··· Data extract

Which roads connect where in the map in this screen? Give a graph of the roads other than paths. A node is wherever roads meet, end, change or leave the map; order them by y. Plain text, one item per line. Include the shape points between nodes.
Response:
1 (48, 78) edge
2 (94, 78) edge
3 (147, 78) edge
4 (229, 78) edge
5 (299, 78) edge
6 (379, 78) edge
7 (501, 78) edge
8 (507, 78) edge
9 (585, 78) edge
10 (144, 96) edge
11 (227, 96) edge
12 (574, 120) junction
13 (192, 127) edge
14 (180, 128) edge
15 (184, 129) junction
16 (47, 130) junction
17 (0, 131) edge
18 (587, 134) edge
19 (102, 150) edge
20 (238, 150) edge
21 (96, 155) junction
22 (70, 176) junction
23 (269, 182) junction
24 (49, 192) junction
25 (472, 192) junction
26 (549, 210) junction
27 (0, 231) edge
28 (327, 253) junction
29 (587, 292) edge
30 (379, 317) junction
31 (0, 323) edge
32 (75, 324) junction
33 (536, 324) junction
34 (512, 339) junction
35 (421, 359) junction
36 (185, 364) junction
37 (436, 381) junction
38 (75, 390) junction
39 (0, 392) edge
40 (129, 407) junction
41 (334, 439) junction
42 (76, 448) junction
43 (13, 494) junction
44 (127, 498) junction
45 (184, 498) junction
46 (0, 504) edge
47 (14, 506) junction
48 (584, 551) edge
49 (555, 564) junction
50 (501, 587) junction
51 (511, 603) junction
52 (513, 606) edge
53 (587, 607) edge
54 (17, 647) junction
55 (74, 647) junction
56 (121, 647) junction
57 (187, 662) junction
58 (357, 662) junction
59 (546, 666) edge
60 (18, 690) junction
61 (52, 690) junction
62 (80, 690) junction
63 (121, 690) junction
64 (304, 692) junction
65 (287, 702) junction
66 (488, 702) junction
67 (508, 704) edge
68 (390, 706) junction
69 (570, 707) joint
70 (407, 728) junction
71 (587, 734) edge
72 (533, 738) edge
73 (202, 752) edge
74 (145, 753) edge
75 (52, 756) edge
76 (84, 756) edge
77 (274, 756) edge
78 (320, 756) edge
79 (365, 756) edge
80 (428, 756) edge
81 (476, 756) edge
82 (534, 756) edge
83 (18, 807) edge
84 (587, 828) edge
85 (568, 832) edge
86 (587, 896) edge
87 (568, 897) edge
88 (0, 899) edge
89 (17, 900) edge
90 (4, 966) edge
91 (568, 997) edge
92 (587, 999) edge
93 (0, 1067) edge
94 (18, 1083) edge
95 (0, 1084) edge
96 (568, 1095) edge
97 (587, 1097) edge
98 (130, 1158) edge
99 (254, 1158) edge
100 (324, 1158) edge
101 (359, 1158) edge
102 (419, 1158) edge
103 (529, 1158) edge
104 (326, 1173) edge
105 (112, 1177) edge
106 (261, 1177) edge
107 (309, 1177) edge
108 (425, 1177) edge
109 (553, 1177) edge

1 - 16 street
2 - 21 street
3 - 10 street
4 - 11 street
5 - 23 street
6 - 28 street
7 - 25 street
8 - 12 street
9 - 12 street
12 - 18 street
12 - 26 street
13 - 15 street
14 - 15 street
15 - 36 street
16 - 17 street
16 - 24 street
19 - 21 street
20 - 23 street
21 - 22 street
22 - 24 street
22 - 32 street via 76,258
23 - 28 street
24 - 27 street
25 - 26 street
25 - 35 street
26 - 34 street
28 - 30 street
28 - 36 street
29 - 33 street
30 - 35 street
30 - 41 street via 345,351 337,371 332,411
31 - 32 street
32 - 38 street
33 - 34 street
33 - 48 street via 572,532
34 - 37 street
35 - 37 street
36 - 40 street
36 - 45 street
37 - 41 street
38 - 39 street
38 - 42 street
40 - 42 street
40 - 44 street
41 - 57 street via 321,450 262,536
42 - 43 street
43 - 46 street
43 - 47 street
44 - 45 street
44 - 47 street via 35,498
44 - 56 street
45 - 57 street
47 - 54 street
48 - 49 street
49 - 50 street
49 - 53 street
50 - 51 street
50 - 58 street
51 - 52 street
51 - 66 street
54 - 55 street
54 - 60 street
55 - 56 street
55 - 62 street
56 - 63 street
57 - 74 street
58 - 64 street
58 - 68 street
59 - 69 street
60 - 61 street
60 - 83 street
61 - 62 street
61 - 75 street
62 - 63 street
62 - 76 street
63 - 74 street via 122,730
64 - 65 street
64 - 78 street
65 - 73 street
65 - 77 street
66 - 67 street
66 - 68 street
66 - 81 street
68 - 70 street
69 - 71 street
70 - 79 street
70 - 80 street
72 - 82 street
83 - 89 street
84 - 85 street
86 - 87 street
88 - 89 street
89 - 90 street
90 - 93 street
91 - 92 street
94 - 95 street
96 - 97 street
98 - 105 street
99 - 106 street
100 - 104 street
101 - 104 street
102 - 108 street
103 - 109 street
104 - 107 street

······

Retype the data exactly.

Answer space ->
Which roads connect where in the map in this screen? Give a graph of the roads other than paths. A node is wherever roads meet, end, change or leave the map; order them by y. Plain text, one item per line. Include the shape points between nodes.
Response:
1 (48, 78) edge
2 (94, 78) edge
3 (147, 78) edge
4 (229, 78) edge
5 (299, 78) edge
6 (379, 78) edge
7 (501, 78) edge
8 (507, 78) edge
9 (585, 78) edge
10 (144, 96) edge
11 (227, 96) edge
12 (574, 120) junction
13 (192, 127) edge
14 (180, 128) edge
15 (184, 129) junction
16 (47, 130) junction
17 (0, 131) edge
18 (587, 134) edge
19 (102, 150) edge
20 (238, 150) edge
21 (96, 155) junction
22 (70, 176) junction
23 (269, 182) junction
24 (49, 192) junction
25 (472, 192) junction
26 (549, 210) junction
27 (0, 231) edge
28 (327, 253) junction
29 (587, 292) edge
30 (379, 317) junction
31 (0, 323) edge
32 (75, 324) junction
33 (536, 324) junction
34 (512, 339) junction
35 (421, 359) junction
36 (185, 364) junction
37 (436, 381) junction
38 (75, 390) junction
39 (0, 392) edge
40 (129, 407) junction
41 (334, 439) junction
42 (76, 448) junction
43 (13, 494) junction
44 (127, 498) junction
45 (184, 498) junction
46 (0, 504) edge
47 (14, 506) junction
48 (584, 551) edge
49 (555, 564) junction
50 (501, 587) junction
51 (511, 603) junction
52 (513, 606) edge
53 (587, 607) edge
54 (17, 647) junction
55 (74, 647) junction
56 (121, 647) junction
57 (187, 662) junction
58 (357, 662) junction
59 (546, 666) edge
60 (18, 690) junction
61 (52, 690) junction
62 (80, 690) junction
63 (121, 690) junction
64 (304, 692) junction
65 (287, 702) junction
66 (488, 702) junction
67 (508, 704) edge
68 (390, 706) junction
69 (570, 707) joint
70 (407, 728) junction
71 (587, 734) edge
72 (533, 738) edge
73 (202, 752) edge
74 (145, 753) edge
75 (52, 756) edge
76 (84, 756) edge
77 (274, 756) edge
78 (320, 756) edge
79 (365, 756) edge
80 (428, 756) edge
81 (476, 756) edge
82 (534, 756) edge
83 (18, 807) edge
84 (587, 828) edge
85 (568, 832) edge
86 (587, 896) edge
87 (568, 897) edge
88 (0, 899) edge
89 (17, 900) edge
90 (4, 966) edge
91 (568, 997) edge
92 (587, 999) edge
93 (0, 1067) edge
94 (18, 1083) edge
95 (0, 1084) edge
96 (568, 1095) edge
97 (587, 1097) edge
98 (130, 1158) edge
99 (254, 1158) edge
100 (324, 1158) edge
101 (359, 1158) edge
102 (419, 1158) edge
103 (529, 1158) edge
104 (326, 1173) edge
105 (112, 1177) edge
106 (261, 1177) edge
107 (309, 1177) edge
108 (425, 1177) edge
109 (553, 1177) edge

1 - 16 street
2 - 21 street
3 - 10 street
4 - 11 street
5 - 23 street
6 - 28 street
7 - 25 street
8 - 12 street
9 - 12 street
12 - 18 street
12 - 26 street
13 - 15 street
14 - 15 street
15 - 36 street
16 - 17 street
16 - 24 street
19 - 21 street
20 - 23 street
21 - 22 street
22 - 24 street
22 - 32 street via 76,258
23 - 28 street
24 - 27 street
25 - 26 street
25 - 35 street
26 - 34 street
28 - 30 street
28 - 36 street
29 - 33 street
30 - 35 street
30 - 41 street via 345,351 337,371 332,411
31 - 32 street
32 - 38 street
33 - 34 street
33 - 48 street via 572,532
34 - 37 street
35 - 37 street
36 - 40 street
36 - 45 street
37 - 41 street
38 - 39 street
38 - 42 street
40 - 42 street
40 - 44 street
41 - 57 street via 321,450 262,536
42 - 43 street
43 - 46 street
43 - 47 street
44 - 45 street
44 - 47 street via 35,498
44 - 56 street
45 - 57 street
47 - 54 street
48 - 49 street
49 - 50 street
49 - 53 street
50 - 51 street
50 - 58 street
51 - 52 street
51 - 66 street
54 - 55 street
54 - 60 street
55 - 56 street
55 - 62 street
56 - 63 street
57 - 74 street
58 - 64 street
58 - 68 street
59 - 69 street
60 - 61 street
60 - 83 street
61 - 62 street
61 - 75 street
62 - 63 street
62 - 76 street
63 - 74 street via 122,730
64 - 65 street
64 - 78 street
65 - 73 street
65 - 77 street
66 - 67 street
66 - 68 street
66 - 81 street
68 - 70 street
69 - 71 street
70 - 79 street
70 - 80 street
72 - 82 street
83 - 89 street
84 - 85 street
86 - 87 street
88 - 89 street
89 - 90 street
90 - 93 street
91 - 92 street
94 - 95 street
96 - 97 street
98 - 105 street
99 - 106 street
100 - 104 street
101 - 104 street
102 - 108 street
103 - 109 street
104 - 107 street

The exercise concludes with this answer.